• **Saved entries**
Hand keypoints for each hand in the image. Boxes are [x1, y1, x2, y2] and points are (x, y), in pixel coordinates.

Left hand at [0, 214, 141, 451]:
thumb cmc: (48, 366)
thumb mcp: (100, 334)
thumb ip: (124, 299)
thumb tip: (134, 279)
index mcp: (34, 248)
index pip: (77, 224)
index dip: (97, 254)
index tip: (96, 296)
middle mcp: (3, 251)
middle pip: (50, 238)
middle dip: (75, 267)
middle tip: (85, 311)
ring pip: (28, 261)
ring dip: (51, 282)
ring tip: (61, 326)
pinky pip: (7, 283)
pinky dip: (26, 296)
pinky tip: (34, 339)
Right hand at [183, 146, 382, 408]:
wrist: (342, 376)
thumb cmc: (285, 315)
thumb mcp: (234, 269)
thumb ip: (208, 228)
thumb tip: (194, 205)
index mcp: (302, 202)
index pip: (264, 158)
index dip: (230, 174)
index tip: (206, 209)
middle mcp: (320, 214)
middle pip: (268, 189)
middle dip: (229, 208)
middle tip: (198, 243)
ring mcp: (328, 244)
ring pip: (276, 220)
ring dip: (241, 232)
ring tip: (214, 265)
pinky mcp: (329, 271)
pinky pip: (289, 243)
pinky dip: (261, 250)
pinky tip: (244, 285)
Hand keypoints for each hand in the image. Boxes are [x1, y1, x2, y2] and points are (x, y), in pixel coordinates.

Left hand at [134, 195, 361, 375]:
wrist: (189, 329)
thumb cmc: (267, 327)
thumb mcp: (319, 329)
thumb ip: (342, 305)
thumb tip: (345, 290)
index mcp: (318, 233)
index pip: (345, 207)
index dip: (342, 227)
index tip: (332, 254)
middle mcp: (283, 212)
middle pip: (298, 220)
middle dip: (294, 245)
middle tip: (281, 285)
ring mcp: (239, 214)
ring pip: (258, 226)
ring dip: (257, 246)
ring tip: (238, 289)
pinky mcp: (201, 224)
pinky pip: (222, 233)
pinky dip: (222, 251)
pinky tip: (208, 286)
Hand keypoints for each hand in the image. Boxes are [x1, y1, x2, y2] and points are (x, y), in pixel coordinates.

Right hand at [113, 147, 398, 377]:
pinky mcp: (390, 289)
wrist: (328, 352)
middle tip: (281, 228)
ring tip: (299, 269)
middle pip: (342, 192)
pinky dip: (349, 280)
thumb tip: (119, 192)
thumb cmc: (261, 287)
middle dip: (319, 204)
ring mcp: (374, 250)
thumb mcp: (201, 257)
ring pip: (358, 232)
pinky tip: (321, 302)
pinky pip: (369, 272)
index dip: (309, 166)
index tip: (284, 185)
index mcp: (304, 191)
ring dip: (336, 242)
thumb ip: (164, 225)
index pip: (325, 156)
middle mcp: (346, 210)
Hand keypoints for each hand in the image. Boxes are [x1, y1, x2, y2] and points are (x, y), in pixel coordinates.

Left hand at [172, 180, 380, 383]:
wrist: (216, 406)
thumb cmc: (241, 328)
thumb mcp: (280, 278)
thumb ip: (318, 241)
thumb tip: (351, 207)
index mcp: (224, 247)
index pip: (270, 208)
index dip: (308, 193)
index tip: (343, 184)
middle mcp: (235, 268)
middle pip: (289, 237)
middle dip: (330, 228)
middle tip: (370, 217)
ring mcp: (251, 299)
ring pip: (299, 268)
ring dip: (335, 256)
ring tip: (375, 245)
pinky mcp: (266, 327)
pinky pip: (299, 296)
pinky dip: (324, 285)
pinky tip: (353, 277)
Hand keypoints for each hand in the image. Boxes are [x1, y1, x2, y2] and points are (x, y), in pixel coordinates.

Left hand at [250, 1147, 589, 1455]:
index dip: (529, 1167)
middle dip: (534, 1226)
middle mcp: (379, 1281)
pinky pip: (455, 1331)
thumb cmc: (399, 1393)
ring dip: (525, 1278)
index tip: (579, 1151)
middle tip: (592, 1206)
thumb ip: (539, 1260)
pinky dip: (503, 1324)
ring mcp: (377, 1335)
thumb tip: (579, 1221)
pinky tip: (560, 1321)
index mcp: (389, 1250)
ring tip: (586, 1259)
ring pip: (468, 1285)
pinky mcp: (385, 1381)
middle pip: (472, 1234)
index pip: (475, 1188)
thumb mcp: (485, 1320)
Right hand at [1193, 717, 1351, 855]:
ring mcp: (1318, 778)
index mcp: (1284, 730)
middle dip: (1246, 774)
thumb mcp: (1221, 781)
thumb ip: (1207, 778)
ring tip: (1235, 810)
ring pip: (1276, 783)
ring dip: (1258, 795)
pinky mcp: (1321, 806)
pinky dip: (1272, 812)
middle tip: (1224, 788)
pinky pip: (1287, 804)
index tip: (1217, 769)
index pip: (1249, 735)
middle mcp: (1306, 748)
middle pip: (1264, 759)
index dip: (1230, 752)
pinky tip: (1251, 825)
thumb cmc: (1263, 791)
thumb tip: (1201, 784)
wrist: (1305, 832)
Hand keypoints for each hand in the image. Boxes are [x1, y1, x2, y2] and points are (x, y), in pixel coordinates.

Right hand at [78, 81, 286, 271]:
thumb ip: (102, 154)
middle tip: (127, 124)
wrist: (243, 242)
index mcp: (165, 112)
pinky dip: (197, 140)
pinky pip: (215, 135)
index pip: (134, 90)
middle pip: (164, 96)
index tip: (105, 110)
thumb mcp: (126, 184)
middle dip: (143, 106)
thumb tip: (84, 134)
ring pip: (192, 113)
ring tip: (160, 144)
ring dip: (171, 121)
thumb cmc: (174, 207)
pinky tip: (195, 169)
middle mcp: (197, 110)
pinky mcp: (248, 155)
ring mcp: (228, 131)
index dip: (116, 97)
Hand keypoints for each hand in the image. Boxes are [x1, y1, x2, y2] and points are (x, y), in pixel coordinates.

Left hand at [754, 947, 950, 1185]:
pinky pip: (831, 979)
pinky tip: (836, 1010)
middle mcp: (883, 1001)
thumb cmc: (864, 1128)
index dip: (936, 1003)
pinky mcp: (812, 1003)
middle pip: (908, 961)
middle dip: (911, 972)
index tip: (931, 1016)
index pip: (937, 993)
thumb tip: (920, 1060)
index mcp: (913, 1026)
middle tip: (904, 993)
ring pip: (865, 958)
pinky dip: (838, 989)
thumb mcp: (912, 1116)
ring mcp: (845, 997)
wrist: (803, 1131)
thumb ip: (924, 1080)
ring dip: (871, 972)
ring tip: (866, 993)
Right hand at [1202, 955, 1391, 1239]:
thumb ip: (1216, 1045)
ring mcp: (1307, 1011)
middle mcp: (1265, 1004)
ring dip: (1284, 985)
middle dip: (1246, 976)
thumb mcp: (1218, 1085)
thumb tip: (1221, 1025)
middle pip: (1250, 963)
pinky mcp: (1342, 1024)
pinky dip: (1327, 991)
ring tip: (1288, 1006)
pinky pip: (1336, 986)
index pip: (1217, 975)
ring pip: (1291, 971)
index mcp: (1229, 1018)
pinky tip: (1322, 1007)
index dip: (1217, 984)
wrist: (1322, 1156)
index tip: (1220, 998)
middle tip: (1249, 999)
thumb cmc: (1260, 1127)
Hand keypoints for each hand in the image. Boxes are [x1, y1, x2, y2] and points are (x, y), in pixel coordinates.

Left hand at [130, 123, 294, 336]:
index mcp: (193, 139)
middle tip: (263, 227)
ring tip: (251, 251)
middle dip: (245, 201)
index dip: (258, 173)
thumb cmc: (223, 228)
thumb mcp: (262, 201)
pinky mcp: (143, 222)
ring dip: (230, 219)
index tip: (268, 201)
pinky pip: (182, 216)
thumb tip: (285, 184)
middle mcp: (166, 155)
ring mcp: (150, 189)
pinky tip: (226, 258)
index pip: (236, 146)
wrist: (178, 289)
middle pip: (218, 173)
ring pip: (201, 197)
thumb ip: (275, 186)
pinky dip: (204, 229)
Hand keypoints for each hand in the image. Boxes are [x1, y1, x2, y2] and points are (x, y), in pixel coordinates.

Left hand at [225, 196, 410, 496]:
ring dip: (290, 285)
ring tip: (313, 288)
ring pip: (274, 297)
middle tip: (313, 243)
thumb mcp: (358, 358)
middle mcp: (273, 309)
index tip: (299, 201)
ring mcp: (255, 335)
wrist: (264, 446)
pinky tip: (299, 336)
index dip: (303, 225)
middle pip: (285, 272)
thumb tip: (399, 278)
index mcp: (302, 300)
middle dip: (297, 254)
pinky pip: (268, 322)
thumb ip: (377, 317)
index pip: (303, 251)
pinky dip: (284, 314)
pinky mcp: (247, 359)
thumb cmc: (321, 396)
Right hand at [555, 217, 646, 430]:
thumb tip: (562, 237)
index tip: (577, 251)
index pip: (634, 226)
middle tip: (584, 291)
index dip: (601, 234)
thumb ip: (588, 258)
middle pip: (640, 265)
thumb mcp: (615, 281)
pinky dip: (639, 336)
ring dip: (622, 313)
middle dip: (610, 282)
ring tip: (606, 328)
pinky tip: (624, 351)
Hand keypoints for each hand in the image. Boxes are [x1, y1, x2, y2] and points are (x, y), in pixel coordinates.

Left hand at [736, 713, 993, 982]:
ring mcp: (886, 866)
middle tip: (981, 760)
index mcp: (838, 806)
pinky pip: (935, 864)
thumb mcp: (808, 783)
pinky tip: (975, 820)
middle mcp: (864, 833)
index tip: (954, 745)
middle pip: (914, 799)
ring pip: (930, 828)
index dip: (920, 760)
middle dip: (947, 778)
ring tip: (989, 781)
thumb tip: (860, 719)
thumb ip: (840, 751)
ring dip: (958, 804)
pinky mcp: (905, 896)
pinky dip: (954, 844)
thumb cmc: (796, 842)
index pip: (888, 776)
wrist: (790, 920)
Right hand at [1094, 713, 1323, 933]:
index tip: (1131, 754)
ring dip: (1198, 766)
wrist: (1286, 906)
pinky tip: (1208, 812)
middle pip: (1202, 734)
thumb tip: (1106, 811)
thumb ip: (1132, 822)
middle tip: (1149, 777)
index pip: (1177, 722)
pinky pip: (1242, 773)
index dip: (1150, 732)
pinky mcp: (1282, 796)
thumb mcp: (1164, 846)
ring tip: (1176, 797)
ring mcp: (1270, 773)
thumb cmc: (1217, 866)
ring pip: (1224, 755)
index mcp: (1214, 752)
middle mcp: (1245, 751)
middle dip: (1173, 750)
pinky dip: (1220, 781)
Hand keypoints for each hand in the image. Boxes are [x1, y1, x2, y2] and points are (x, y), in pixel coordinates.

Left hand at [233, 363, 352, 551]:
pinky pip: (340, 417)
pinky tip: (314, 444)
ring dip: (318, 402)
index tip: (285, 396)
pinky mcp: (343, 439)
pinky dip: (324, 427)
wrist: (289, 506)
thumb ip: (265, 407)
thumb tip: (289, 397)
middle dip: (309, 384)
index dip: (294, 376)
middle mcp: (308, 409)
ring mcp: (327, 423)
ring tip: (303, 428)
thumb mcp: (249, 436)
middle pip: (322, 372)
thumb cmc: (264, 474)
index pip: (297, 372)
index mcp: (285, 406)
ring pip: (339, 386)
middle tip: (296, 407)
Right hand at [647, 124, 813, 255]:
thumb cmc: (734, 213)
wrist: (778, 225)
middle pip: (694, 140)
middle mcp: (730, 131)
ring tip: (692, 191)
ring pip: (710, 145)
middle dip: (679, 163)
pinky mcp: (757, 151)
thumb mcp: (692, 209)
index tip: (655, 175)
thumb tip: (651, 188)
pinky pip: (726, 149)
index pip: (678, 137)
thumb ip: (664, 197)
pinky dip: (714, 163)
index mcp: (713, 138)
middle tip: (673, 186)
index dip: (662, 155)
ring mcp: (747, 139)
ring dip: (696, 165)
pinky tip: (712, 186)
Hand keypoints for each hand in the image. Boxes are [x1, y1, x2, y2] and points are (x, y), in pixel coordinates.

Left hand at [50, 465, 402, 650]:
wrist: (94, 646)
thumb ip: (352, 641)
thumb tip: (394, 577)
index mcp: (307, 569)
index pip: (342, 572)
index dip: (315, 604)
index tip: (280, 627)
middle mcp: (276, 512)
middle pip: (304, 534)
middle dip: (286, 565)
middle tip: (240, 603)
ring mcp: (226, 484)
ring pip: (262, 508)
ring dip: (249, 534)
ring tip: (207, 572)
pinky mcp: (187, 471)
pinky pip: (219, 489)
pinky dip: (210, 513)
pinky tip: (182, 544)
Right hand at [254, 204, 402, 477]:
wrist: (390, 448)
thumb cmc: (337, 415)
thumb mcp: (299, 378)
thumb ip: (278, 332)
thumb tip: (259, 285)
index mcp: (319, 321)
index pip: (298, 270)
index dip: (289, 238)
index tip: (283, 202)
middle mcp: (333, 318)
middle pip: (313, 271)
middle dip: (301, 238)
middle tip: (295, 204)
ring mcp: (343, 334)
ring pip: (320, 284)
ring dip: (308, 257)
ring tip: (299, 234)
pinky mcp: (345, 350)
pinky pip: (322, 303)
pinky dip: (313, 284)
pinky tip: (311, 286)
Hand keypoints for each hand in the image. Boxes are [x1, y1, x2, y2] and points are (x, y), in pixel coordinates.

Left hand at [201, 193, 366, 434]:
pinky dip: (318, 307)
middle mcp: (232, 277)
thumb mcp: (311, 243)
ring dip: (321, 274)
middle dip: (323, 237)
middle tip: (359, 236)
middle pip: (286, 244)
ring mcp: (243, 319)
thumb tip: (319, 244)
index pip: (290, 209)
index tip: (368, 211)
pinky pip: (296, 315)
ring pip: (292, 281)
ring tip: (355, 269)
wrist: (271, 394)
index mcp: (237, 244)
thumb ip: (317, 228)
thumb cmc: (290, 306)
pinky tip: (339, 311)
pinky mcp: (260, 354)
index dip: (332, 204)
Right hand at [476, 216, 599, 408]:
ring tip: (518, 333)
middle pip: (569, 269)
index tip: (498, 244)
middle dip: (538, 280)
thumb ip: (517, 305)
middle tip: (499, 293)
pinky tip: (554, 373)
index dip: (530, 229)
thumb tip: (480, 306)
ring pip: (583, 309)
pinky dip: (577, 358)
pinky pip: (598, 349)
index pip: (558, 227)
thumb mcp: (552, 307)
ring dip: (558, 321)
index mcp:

• **Brief**
Only one stretch of the records above is wanted: the lines between the one holding "index pip: (1217, 975)" and the one holding "index tip: (299, 201)", inclusive, reproduced exactly.

• **Solution to this problem**
index pip: (1217, 975)
ring pip: (1291, 971)
index mcp: (1229, 1018)
pinky tip: (1322, 1007)
index dip: (1217, 984)
wrist: (1322, 1156)
index tip: (1220, 998)
middle tip: (1249, 999)
thumb cmc: (1260, 1127)
Hand keypoints for each hand in the image. Boxes are [x1, y1, x2, y2] and points are (x, y), in pixel coordinates.

Left hand at [130, 123, 294, 336]:
index mcp: (193, 139)
middle tip: (263, 227)
ring tip: (251, 251)
middle dip: (245, 201)
index dip: (258, 173)
thumb cmc: (223, 228)
thumb mcp: (262, 201)
pinky mcp: (143, 222)
ring dip: (230, 219)
index tip: (268, 201)
pinky pip: (182, 216)
thumb tip: (285, 184)
middle mcp: (166, 155)
ring mcp: (150, 189)
pinky tip: (226, 258)
index pip: (236, 146)
wrist: (178, 289)
middle pip: (218, 173)
ring pip: (201, 197)
thumb ip: (275, 186)
pinky dip: (204, 229)
Hand keypoints for each hand in the image. Boxes are [x1, y1, x2, y2] and points are (x, y), in pixel coordinates.

Left hand at [225, 196, 410, 496]:
ring dip: (290, 285)
ring tip: (313, 288)
ring pip: (274, 297)
middle tip: (313, 243)
thumb mcp: (358, 358)
middle mcp: (273, 309)
index tip: (299, 201)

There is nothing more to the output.